The Supreme Court decision hinged on whether trust land was available to a tribe that was not formally recognized by the United States in 1934, when the trust law was enacted. The court ruled that a tribe not recognized in June 1934 was not eligible, and the Narragansett tribe was not recognized until after that date.
The Oneidas have asked the federal government to place 17,000 acres of upstate New York into federal trust, where it would be exempt from state and local laws and taxes. The Department of Interior has recommended putting about 13,000 acres into trust, a decision that is being challenged in several lawsuits in federal court.
One of those lawsuits, filed by the state of New York and by Madison and Oneida counties, argues that the Oneidas were not eligible for trust land for precisely the same reason as the Narragansetts, said attorney David Schraver, who represents Madison and Oneida counties.
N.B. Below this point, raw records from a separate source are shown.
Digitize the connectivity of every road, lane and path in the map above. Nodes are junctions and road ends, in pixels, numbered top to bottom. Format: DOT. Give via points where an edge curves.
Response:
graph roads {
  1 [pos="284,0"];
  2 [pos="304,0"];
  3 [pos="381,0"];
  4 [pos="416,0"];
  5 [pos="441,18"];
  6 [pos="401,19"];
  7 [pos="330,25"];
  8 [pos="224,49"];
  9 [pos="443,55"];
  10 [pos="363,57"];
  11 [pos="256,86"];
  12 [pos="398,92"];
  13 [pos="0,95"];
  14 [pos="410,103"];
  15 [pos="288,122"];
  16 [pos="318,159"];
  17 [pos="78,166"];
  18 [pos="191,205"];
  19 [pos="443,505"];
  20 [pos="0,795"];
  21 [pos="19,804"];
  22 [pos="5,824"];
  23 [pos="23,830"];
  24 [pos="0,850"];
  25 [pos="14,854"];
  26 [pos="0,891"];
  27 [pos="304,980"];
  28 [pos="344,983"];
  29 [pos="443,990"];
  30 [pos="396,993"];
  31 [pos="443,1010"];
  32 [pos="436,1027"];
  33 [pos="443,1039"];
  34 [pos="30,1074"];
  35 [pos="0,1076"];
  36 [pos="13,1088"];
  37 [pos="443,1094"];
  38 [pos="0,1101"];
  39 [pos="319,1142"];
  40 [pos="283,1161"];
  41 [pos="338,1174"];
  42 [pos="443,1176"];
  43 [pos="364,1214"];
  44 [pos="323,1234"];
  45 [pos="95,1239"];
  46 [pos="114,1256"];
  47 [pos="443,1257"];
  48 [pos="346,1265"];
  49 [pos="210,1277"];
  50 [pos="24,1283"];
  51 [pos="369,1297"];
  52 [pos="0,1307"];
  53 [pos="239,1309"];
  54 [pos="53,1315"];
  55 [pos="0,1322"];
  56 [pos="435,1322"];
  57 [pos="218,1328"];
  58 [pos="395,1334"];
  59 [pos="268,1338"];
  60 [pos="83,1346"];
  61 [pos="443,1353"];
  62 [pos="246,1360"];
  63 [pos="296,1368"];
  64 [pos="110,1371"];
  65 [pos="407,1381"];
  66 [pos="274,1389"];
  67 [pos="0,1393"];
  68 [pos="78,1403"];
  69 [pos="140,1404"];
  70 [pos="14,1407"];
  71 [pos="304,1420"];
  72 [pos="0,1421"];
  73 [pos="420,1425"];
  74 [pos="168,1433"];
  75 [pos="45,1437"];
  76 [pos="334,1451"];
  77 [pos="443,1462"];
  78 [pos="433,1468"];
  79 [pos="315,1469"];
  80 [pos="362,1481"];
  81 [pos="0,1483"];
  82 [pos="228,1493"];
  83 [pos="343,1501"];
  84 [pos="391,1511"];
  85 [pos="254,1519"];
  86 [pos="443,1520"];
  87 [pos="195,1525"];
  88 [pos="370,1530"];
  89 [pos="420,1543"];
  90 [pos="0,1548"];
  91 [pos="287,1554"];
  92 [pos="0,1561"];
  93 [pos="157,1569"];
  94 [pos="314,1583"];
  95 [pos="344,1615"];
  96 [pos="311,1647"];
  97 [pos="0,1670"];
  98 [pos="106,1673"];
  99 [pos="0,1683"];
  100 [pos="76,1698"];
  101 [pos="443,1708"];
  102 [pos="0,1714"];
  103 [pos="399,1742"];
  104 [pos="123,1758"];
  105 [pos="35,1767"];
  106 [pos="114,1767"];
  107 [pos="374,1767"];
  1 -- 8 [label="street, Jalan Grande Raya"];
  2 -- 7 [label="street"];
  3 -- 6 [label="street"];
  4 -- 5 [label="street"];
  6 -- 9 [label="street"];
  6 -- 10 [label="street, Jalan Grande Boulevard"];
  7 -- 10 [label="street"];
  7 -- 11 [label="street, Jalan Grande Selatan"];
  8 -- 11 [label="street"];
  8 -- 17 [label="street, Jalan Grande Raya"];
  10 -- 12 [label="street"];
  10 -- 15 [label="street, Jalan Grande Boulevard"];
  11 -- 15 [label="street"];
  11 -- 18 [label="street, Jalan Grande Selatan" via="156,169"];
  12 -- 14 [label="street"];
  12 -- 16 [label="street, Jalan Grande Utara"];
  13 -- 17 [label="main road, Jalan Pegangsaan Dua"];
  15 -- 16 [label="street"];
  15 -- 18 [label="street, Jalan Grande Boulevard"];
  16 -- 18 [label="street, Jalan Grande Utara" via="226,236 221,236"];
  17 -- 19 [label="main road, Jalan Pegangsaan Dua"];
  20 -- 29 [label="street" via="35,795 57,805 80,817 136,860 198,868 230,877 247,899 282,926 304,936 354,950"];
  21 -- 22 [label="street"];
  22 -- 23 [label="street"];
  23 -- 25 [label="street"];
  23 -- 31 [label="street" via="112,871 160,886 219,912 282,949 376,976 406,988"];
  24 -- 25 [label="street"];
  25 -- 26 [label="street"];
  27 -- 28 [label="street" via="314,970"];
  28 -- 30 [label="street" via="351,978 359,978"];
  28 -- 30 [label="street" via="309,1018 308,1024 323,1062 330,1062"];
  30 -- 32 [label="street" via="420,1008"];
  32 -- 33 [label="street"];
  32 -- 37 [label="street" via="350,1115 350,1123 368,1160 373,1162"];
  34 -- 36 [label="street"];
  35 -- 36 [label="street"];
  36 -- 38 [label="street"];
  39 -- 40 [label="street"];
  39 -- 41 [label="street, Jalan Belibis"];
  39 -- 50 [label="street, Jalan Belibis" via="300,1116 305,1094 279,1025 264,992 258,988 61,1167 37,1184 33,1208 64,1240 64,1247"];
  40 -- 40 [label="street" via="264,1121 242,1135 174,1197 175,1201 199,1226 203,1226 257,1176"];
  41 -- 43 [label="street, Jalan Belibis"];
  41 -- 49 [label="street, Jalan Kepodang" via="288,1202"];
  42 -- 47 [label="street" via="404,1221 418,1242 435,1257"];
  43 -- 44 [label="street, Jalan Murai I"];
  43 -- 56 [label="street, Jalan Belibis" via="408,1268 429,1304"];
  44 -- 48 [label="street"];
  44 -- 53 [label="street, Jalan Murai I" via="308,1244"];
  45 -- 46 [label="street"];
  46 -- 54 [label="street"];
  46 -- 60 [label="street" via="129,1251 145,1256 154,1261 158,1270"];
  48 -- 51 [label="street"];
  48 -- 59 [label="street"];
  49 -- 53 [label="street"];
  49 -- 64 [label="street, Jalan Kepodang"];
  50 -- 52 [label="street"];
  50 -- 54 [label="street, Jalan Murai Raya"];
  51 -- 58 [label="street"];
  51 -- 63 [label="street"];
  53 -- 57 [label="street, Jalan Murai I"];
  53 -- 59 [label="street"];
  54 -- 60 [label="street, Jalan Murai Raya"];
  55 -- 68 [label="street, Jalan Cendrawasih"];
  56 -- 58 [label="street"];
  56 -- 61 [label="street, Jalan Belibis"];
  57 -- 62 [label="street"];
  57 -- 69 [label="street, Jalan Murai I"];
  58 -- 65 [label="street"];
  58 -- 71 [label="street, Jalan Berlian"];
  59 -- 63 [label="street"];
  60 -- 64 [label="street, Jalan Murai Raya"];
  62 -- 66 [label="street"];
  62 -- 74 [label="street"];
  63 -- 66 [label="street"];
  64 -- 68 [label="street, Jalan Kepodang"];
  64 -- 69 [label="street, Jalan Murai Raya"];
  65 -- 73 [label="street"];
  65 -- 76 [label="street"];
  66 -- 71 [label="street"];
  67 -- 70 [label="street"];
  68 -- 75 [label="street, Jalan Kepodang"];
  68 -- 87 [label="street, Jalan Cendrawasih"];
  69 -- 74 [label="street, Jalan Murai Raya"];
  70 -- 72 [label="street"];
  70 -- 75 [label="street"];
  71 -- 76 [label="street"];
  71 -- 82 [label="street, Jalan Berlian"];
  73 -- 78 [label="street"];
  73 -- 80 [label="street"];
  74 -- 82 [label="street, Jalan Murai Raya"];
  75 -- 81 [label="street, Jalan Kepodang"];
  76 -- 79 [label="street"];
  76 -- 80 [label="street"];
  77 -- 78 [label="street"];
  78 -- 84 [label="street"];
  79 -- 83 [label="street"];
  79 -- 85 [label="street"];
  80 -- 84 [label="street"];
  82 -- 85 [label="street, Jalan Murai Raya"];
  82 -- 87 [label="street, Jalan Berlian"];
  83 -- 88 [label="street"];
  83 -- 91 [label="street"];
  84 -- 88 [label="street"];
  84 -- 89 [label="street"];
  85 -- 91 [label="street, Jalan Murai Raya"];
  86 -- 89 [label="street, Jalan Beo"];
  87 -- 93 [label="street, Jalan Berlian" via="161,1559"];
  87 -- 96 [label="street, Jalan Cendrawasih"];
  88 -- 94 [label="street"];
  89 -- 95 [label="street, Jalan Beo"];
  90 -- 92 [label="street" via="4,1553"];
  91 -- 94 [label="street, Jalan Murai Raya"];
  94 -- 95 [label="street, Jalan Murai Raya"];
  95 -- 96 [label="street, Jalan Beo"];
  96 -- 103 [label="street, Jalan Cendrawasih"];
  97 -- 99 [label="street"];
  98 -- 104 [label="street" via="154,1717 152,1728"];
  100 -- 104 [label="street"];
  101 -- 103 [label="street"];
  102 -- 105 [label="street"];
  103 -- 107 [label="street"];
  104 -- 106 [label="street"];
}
"We think the decision is relevant to our lawsuit," Schraver said. "We do not believe the Oneidas were a federally recognized tribe when the IRA was enacted in 1934."
The Oneidas specifically rejected the Indian Reorganization Act in 1934, which means it would never apply to them, the lawsuit claimed.
The Oneidas, however, said their case is different from the Narragansett tribe and the Supreme Court decision has no bearing on them.
"This decision turns on whether a tribe was recognized by the United States in 1934 and, therefore, has no applicability here," said Peter Carmen, the tribe's chief legal counsel.
In a statement, the tribe said the United States' annual delivery of treaty cloth to the Oneida Nation for more than 200 years was evidence of its recognition of the Oneidas under the 1794 Treaty of Canandaigua. The Oneidas rejected any claim that the United States did not recognize the Oneida Nation in 1934.
Additionally, the Supreme Court was "very clear in the Sherrill decision that trust land is available and appropriate for the Oneida Nation, and this decision obviously does not change the Supreme Court's direction," the statement said, referring to an earlier ruling by the nation's top court in favor of the tribe.